Lionel Kimerling Prof. Kimerling’s research [16,17,18,19,22,23,24,25,26,27,28,29] has focused on microphotonic integration on the silicon platform for over 20 years. Among the group’s achievements are: 1) a monolithically integrated MOSFET driver and Si:Er LED emitting at 1550nm (operating at room temperature); 2) the first low loss, silicon channel waveguides; 3) the first omnidirectional dielectric stack reflector; 4) the first Ge-on-Si photodetector; 5) the first silicon disk, ring and race track resonators and integrated silicon bus-add/drop filters; 6) discovery of a strong Franz-Keldysh effect in Ge and application to integrated SiGe optical modulators; 7) the smallest waveguide integrated Ge-on-Si photodetectors exhibiting 100% quantum efficiency; record low loss silicon channel waveguides (0.35 dB/cm); 8) demonstrated full CMOS process flow for monolithically integrated Si/Ge-on-Si waveguide/modulator/ring resonator/photodetector circuit; 9) first monolithically integrated silicon optical RF channelizer.
In terms of NSF sponsored research, Kimerling established and led the Microphotonics IRG in the MIT MRSEC from 1997-2002. The team studied the silicon platform for HIC photonic materials and devices. They created the first photonic crystal device to operate at the wavelength of 1550nm, a waveguide-integrated, photonic crystal add/drop filter. That structure continues to hold the record for the smallest modal volume of a photonic device.
Strong Atom-Photon Interaction for Microphotonic Devices (2000-2002) We observed the first enhancement of 1550nm emission from Er2O3 in a Si/SiO2 microcavity; we observed the first evidence of THz Rabi splitting from a matched cavity structure of the same materials; we created continuously tunable (1200-1600nm with bias <12volts) MEMS microcavity devices using double resonant structures.
Agglomeration of Ultra-thin Silicon-On-Insulator Films: Understanding Dewetting in Crystalline Thin Films (2004-2006) We developed a 5-step surface-energy-driven dewetting model for SOI agglomoration based on the capillary film edge stability and the generalized Rayleigh instability. Our surface-energy-driven model was able to well explain all of the key experimental observations in the existing literature and our own new experimental results. For the first time, we observed highly anisotropic dewetting behavior that was very sensitive to the edge orientation of a patterned mesa. We demonstrated the effectiveness of a dielectric edge coverage technique for stabilizing patterned SOI structures against dewetting.
Introduction
The trend in computer architecture for the foreseeable future is clear: microprocessor designers are using copious silicon resources to integrate more and more processor cores onto a chip. In fact, within the next ten years, general purpose multicore processors will likely contain 1,000 cores or more. While this path towards ever-increasing parallelism will theoretically enable massive performance, it is unlikely that application developers will be able to harness this potential unless drastic improvements to programming are made [60]. Current approaches to multicore programming are barely manageable for multicores with two or four cores, but they certainly will not scale to massive amounts of parallelism. A new architectural mechanism---fast on-chip broadcast enabled by novel optical technology---will revolutionize the programmability of future multicore processors.
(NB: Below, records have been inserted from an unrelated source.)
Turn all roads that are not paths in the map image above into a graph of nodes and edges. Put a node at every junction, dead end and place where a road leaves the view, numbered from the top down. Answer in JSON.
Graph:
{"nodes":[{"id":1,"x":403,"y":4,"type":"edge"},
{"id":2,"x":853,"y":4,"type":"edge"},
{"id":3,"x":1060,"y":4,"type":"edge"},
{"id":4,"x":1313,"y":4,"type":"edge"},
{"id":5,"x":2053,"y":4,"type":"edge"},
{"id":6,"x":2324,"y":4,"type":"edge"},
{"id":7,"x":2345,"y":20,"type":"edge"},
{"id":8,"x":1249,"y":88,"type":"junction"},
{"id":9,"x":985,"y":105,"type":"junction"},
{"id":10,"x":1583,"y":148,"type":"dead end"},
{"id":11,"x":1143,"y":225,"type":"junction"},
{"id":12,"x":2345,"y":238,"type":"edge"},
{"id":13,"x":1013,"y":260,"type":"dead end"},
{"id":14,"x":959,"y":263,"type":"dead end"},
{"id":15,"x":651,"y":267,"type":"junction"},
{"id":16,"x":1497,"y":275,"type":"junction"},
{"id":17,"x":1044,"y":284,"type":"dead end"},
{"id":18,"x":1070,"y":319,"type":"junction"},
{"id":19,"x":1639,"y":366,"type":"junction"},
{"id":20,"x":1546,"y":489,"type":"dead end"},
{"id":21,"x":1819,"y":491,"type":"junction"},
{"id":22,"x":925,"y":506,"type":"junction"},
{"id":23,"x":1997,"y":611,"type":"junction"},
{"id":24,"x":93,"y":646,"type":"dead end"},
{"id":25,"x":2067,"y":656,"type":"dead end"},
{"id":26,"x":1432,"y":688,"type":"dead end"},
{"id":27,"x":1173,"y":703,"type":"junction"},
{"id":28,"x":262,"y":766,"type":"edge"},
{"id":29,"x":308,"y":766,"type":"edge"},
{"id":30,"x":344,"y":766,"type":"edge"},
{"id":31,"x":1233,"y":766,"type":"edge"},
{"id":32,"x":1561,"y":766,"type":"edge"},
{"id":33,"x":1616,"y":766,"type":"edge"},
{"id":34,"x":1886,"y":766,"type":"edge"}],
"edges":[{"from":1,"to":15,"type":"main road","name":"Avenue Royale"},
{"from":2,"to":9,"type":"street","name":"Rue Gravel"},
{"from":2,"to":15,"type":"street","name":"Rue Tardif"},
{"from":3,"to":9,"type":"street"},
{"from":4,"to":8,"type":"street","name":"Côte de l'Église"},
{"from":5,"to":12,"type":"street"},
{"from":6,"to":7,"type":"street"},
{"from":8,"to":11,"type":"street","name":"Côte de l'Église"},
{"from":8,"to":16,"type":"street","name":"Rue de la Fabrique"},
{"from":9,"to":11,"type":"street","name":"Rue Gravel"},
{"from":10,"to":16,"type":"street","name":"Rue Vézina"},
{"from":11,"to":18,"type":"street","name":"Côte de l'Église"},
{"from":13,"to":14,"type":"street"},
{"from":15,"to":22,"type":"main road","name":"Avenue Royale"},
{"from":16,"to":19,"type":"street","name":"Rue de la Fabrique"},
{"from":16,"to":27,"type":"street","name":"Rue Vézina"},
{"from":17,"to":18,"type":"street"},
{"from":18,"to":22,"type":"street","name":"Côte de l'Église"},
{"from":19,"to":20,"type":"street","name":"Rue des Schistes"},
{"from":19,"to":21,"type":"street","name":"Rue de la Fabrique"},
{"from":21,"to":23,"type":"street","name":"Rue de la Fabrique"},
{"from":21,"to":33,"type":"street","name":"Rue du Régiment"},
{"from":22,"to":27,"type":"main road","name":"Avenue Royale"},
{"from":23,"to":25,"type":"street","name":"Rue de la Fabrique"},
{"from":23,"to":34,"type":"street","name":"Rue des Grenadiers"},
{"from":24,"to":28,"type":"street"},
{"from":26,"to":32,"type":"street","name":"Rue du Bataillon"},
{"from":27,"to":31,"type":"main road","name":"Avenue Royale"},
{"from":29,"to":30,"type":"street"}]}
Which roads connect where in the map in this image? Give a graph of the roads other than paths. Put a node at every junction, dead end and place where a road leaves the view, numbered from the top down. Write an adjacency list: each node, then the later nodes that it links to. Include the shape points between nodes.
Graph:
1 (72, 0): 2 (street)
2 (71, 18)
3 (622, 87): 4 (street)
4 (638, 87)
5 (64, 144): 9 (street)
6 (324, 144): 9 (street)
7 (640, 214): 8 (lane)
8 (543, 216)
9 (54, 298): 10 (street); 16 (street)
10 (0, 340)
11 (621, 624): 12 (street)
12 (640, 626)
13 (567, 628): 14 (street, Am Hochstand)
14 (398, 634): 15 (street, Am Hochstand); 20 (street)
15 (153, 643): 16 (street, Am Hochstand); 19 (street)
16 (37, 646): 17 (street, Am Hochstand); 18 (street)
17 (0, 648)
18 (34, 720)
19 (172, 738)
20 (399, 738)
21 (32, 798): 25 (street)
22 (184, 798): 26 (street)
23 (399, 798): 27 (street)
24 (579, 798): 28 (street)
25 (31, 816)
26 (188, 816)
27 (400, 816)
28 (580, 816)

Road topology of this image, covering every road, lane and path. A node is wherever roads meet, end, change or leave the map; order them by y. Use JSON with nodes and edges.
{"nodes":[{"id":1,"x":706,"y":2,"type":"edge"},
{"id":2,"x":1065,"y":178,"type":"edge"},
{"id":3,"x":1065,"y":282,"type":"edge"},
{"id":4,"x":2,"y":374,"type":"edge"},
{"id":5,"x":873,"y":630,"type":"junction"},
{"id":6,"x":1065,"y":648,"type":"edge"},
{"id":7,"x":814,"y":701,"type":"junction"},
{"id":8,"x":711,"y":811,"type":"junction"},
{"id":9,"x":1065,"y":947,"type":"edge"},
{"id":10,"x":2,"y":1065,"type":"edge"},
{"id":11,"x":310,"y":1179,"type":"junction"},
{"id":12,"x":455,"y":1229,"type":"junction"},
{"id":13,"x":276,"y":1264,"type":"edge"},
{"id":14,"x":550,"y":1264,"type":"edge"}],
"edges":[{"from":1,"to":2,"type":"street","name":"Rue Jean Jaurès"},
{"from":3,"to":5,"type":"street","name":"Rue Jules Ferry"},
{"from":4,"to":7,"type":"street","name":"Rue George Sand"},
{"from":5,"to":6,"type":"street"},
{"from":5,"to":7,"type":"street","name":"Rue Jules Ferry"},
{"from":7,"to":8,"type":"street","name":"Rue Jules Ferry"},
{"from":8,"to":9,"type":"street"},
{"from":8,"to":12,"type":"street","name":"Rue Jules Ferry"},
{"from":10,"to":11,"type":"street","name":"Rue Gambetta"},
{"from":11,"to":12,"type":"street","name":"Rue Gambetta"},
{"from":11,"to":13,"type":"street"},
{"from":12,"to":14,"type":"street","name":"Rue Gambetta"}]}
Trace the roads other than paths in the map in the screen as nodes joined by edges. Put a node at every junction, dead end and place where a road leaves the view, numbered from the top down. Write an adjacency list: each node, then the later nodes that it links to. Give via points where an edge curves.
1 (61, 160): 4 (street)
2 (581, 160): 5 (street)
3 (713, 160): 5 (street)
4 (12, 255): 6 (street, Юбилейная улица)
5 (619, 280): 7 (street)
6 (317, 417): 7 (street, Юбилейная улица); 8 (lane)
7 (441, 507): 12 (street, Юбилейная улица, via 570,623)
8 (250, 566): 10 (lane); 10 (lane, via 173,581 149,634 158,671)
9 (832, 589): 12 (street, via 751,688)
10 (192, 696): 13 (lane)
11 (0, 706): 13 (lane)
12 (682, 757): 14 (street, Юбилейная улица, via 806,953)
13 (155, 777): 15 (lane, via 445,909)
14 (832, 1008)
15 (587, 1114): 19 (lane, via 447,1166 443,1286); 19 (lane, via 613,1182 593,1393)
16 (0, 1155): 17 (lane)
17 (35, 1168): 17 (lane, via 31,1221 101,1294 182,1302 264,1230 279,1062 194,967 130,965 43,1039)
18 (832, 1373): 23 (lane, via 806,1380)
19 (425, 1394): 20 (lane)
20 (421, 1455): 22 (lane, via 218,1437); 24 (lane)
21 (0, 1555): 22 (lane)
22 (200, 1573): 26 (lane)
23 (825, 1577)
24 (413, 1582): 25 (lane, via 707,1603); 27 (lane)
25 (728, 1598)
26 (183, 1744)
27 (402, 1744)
While parallel programming used to be somewhat of a black art reserved for the handful of rocket scientists that programmed supercomputers and clusters, multicore’s imminent rule will require most programmers to implement parallel applications. However, by incorporating powerful hardware and architectural mechanisms, such as a fast broadcast, and empowering programmers with the right interfaces to the underlying architecture via APIs and language facilities, all programmers will be able to efficiently construct programs that exploit multicore’s power.